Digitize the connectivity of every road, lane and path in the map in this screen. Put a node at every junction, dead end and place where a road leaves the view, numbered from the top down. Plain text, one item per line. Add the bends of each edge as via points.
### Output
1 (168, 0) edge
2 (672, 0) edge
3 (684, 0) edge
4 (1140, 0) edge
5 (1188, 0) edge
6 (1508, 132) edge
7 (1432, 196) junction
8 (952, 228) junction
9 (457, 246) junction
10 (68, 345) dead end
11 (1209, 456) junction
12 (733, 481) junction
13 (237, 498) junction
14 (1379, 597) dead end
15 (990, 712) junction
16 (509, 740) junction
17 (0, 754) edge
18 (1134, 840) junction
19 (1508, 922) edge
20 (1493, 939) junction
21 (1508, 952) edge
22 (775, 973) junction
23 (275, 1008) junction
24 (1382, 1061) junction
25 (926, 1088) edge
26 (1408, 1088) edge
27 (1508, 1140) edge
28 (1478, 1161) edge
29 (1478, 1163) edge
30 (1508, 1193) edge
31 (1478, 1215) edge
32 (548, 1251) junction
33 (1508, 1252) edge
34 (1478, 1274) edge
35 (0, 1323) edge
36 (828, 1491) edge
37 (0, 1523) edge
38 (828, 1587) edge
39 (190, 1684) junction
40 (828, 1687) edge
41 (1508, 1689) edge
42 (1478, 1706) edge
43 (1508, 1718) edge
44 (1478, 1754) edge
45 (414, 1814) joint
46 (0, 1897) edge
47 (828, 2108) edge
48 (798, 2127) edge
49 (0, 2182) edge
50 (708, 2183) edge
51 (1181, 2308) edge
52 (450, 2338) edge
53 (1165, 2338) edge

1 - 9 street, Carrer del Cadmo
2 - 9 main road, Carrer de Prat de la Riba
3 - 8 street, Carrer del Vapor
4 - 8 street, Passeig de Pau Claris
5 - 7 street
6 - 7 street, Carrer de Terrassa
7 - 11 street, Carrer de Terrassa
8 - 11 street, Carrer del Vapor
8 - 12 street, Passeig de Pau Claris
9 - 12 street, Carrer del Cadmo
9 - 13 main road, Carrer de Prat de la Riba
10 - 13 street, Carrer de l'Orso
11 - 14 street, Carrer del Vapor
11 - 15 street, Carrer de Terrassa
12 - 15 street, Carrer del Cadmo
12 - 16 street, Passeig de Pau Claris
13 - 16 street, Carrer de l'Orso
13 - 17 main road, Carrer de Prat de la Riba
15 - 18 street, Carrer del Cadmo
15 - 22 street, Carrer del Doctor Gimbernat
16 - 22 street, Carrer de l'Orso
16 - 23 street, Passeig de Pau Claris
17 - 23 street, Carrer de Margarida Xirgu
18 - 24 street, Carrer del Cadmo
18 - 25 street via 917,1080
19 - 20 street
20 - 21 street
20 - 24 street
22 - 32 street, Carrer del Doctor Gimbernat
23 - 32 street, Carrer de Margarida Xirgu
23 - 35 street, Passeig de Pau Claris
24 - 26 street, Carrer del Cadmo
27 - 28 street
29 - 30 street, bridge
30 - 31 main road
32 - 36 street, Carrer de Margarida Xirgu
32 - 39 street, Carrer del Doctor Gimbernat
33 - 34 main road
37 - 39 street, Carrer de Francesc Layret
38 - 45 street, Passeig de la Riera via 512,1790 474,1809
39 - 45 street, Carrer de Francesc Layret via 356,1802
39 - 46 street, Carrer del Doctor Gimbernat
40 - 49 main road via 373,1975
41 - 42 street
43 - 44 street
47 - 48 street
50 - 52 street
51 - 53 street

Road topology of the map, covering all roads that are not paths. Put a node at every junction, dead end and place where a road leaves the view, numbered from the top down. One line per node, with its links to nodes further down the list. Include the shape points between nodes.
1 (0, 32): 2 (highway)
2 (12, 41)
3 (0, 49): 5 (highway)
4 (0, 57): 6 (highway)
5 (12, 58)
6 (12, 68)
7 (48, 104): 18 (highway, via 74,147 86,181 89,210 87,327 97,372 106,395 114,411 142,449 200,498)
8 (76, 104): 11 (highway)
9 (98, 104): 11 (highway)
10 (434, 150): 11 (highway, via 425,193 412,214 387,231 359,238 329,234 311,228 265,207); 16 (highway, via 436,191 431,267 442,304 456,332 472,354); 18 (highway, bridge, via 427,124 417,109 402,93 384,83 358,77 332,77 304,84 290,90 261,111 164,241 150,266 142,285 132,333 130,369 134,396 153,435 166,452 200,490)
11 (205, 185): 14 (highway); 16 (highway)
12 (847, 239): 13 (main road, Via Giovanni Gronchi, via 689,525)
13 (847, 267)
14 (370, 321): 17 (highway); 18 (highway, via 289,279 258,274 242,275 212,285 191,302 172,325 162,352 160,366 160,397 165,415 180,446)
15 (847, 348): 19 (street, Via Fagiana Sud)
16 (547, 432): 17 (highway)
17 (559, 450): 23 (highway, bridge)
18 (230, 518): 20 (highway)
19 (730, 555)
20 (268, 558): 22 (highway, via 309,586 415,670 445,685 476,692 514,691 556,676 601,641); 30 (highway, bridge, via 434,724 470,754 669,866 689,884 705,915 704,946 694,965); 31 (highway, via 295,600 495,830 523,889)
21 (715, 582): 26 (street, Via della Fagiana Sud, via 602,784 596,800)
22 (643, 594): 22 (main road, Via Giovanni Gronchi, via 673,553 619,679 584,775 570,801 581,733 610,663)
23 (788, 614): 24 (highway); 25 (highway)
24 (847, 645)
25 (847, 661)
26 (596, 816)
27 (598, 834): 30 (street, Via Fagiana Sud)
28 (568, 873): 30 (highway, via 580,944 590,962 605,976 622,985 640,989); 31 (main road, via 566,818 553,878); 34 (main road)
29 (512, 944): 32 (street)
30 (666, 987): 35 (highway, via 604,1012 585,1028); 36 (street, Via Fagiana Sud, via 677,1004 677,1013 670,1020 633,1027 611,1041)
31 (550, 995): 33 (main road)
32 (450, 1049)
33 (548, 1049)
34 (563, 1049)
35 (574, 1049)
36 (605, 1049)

_ _ _ _

## REQUIREMENT
All lines carrying the word "Fagiana" must be copied from the data above.

## RESULT OF THIS TASK
15 (847, 348): 19 (street, Via Fagiana Sud)
21 (715, 582): 26 (street, Via della Fagiana Sud, via 602,784 596,800)
27 (598, 834): 30 (street, Via Fagiana Sud)
30 (666, 987): 35 (highway, via 604,1012 585,1028); 36 (street, Via Fagiana Sud, via 677,1004 677,1013 670,1020 633,1027 611,1041)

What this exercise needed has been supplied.